Another important aspect is how people with SCI have access to information about experimental therapies and clinical trials. A recent study revealed that only around half of people with SCI had access to SCI specialists (in the US) and that 89% of people had sought online for information about experimental therapies [15]. Thus, disseminating information online about current experimental and clinical trials seems imperative if we would like to have people with SCI involved in research for the ultimate purpose of empowering people with SCI. Some of these attempts to disseminate information among the community are based on some research Journals, which have started to implement action-oriented research for transformations in social, political, and economic systems [16]. Some others, like The Patient- Centred Outcomes Research are strictly oriented to promote development, evaluation, and implementation of therapies, technologies, and innovations towards the enhancement of the patient experience. This journal encourages articles in which the patient comments are the main focus to validate research outcomes. Thus, the next step would be to make these research articles openly available and in an easy-to-read format, such as a one-page poster or infographic. By doing this, we would allow access to this valuable information to more people in the community with an interest in physical disabilities.

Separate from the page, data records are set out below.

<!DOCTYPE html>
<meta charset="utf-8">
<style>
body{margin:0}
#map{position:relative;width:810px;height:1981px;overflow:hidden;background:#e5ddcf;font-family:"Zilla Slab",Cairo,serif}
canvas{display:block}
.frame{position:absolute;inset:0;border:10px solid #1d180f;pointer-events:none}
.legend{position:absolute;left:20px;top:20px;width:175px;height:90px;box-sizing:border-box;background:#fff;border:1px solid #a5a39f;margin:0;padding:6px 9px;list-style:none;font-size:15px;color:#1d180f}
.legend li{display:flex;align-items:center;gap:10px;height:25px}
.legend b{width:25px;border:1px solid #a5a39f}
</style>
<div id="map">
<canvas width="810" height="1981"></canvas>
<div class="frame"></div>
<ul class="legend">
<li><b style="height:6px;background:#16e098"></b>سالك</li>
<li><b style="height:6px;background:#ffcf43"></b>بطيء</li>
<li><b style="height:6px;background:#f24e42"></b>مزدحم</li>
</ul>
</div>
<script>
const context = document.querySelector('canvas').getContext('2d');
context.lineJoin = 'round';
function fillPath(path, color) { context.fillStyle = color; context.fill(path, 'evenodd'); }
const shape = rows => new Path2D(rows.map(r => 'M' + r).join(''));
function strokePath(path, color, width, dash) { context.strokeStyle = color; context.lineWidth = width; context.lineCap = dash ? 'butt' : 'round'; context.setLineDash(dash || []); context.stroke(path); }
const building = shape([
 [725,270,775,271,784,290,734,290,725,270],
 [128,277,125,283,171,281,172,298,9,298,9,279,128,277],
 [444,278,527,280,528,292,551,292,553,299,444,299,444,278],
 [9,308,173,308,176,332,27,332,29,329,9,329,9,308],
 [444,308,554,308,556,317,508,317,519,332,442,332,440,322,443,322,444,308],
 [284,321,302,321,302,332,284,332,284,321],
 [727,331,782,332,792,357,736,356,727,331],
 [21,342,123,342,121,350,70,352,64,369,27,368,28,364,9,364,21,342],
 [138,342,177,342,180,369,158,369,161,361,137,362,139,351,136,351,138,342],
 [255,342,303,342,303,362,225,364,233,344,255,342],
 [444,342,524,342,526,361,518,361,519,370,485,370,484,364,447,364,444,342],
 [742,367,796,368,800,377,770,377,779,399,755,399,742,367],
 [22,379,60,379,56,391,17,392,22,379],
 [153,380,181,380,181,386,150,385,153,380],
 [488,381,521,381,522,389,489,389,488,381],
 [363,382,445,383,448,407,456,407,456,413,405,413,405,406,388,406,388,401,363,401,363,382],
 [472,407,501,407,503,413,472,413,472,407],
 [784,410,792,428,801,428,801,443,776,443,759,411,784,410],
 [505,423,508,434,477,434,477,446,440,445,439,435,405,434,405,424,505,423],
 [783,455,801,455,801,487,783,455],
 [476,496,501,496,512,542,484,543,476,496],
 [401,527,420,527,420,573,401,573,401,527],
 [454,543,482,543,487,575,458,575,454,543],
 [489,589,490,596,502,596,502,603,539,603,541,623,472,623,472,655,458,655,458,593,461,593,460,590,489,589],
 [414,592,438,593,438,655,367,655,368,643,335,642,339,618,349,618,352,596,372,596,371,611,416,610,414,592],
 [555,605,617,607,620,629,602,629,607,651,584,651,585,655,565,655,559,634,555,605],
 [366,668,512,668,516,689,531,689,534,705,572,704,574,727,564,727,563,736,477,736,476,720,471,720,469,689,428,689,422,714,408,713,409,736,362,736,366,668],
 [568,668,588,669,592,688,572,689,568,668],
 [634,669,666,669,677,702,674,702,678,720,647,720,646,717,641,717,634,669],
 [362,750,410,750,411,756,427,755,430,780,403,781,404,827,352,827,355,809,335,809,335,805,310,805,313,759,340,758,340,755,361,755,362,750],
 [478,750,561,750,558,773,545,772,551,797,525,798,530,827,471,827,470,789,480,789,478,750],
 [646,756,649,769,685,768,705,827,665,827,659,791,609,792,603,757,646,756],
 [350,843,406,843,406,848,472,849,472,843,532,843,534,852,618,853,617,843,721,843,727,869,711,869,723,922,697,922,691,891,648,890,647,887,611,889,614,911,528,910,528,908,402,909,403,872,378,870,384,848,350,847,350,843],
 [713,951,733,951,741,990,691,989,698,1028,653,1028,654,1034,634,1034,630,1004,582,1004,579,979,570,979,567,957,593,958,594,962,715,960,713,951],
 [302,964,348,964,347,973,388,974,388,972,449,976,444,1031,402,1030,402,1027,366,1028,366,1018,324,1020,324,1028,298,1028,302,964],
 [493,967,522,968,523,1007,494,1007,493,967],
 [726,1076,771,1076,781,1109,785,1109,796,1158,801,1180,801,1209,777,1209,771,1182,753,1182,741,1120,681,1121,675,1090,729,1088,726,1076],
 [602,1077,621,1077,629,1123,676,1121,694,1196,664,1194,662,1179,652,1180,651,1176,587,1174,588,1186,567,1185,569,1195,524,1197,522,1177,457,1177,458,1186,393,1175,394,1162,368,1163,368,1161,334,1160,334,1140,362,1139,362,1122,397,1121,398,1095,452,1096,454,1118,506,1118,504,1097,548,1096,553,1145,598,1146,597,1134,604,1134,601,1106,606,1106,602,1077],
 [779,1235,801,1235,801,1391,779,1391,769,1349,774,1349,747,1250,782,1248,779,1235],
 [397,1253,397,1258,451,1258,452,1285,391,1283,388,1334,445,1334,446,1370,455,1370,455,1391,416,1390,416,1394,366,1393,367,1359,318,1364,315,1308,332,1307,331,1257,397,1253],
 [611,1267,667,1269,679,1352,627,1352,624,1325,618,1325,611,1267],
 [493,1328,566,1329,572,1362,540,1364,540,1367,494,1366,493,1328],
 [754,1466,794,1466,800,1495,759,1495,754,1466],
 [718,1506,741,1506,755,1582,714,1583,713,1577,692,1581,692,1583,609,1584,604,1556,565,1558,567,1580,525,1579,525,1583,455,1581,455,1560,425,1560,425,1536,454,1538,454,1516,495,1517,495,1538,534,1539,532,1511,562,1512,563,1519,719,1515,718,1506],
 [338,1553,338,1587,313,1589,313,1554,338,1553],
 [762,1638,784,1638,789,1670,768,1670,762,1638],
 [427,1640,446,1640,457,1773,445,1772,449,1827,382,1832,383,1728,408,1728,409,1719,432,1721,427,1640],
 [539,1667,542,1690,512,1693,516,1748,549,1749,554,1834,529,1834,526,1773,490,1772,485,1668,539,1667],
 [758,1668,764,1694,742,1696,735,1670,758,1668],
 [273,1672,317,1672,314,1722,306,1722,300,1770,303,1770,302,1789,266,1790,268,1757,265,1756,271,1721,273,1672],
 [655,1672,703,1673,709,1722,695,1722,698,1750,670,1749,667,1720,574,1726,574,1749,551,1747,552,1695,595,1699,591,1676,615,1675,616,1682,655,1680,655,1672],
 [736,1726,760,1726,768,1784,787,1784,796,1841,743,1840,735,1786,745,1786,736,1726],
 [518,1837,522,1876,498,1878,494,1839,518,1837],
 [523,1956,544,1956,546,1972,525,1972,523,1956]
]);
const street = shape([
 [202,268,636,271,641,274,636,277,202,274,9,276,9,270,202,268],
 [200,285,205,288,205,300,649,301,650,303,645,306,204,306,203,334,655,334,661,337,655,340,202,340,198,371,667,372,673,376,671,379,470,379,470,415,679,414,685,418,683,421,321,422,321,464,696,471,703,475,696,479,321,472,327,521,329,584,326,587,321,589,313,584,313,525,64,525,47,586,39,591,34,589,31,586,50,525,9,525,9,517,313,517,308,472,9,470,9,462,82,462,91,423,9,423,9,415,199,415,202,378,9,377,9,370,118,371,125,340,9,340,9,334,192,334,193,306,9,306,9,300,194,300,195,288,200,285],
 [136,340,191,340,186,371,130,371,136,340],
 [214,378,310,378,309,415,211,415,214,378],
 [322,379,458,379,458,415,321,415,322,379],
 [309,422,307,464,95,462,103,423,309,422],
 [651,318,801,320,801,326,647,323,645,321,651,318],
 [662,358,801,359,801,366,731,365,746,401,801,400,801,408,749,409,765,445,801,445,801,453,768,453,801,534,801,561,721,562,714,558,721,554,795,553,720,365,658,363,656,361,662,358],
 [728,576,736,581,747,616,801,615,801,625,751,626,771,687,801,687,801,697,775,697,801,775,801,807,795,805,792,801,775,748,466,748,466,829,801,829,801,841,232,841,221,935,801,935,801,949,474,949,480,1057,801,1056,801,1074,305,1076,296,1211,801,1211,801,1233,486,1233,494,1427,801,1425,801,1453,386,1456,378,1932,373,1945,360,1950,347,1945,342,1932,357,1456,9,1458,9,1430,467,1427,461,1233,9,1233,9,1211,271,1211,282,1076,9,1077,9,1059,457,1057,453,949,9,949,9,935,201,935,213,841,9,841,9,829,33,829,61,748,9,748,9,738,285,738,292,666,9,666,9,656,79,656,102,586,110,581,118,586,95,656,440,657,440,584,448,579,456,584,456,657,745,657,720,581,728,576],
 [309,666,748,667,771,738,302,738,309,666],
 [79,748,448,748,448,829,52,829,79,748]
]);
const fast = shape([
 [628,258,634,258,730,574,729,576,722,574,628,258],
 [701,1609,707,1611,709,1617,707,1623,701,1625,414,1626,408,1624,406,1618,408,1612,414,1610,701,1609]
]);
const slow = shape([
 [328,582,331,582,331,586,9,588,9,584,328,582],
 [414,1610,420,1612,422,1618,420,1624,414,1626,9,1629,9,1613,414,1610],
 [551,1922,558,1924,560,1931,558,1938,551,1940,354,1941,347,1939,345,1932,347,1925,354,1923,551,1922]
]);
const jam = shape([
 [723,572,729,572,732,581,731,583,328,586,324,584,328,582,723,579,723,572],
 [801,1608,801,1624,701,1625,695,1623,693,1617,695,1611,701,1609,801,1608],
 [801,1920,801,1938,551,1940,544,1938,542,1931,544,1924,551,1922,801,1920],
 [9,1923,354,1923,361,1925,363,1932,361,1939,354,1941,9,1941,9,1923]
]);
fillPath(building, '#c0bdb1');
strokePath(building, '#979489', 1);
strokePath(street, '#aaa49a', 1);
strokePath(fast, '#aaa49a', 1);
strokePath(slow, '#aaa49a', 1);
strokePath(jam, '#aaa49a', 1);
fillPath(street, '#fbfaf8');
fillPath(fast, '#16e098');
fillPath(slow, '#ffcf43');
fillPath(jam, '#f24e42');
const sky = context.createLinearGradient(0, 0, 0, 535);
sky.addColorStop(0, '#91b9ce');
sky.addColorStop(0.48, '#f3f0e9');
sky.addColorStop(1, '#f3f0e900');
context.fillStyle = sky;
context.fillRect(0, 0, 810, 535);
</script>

Finally, some of the steps needed to implement this person-centred model in research would be as follows: [17]

  1. (1)

    Qualified researches with a strong commitment to equity and desire to collaborate with other disciplines sharing the same identity;

  2. (2)

    Research environment, infrastructure, and culture promoting collaboration and incentivising scientific training and mentorship;

  3. (3)

    Funding towards medical rehabilitation research at federal, local, and individual levels, including promotion and dissemination of funding opportunities to junior researchers that may not be aware;

  4. (4)

    Partnerships with other disciplines, institutions, academic departments, community organisations, and people with disabilities for the purpose of meaningful research;

  5. (5)

    Assessment of the research capacity to measure progress over time;

  6. (6)

    Authentic leadership by example: Train and mentor inspirational people who want to be involved in research as authentic leaders, so they can drive person-centred approach using storytelling based on their life experiences [10, 18].

Conclusion

In conclusion, there are many challenges to implementing a comprehensive and person-centred approach at a research development level, but one of the main challenges is to start considering a new structure, organisation, and mindset of how we think about people living with SCI. They are not just patients waiting to be healed. They are experts in living with a chronic disease.